KINSHASA, May 17 (Xinhua) -- The risk of spread of the Ebola haemorrhagic fever epidemic in the northwestern Democratic Republic of Congo (DRC) is very high across the country, according to authorities and analysts interviewed by Xinhua.
Since the official announcement of the epidemic on May 8 by the Minister of Health, the World Health Organization (WHO) has expressed concern about the high risk of spread of the virus following high numbers of suspected cases registered in the Bikoro area in the northwest of the country.
"We are very concerned and we are preparing for all scenarios including worst-case scenarios," said Peter Salama, director of the WHO Emergency Management Program during his visit accompanied by Director General Tedros Adhanom Ghebreyesus in Kinshasa earlier this week.
The DRC is at its ninth Ebola outbreak since 1976. The latest outbreak reported in May 2017 officially killed four people.
The virus takes its name from the river that runs along the village of Yambuku where it raged for the first time in 1976.
"We did not know this disease, it was mysterious," says Professor Jean-Jacques Muyembe, who was the first researcher to go to the field at the time.
Congolese Minister of Health Orly Ilunga also expressed concern over the spread of the epidemic for the ninth time.
"So we are entering a new phase of the Ebola outbreak that is now affecting three health zones, including an urban health zone," the minister said on Wednesday.

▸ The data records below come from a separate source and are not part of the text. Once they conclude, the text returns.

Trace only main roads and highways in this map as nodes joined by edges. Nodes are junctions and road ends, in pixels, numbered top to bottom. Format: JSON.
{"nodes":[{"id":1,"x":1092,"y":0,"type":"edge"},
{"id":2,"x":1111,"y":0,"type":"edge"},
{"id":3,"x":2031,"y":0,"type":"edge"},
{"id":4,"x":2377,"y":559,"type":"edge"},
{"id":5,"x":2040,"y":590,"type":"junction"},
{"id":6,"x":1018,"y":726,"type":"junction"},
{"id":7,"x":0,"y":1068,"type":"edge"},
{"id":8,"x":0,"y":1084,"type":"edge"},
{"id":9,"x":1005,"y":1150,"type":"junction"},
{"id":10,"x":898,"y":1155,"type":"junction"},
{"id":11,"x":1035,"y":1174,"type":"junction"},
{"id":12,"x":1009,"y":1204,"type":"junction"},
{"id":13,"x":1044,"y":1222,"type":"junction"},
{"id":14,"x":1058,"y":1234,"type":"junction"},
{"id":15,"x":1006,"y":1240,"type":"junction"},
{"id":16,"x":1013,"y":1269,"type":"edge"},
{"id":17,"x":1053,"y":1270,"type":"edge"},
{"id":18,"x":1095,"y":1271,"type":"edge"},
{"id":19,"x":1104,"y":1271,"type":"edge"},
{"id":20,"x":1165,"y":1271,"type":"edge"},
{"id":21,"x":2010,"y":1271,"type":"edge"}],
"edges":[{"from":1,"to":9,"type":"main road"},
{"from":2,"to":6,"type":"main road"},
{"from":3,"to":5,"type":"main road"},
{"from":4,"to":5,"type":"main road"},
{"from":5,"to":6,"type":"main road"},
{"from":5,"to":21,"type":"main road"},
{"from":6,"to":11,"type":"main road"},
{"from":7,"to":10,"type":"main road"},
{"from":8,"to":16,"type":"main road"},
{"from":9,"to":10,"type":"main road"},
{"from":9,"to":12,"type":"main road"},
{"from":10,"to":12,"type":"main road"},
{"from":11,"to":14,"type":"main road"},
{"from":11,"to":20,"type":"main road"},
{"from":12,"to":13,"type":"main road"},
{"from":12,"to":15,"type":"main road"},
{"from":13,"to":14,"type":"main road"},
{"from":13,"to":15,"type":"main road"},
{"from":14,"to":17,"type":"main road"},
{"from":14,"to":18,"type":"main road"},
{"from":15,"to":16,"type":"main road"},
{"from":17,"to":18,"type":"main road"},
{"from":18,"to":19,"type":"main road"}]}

Among the concerns of the DRC authorities, the Ebola epidemic this time in the northwest of the country has one of the particularities of the contamination of health professionals, the reaching of two health zones, to namely Bikoro and Iboko.
It is also in the proximity to the densely populated city of Mbandaka, which is a crossroads in the province of Equateur and to neighboring provinces.
The concern is also justified by the fact that the Equateur province affected by the epidemic shares several points of contact with other regions of the country including the capital Kinshasa.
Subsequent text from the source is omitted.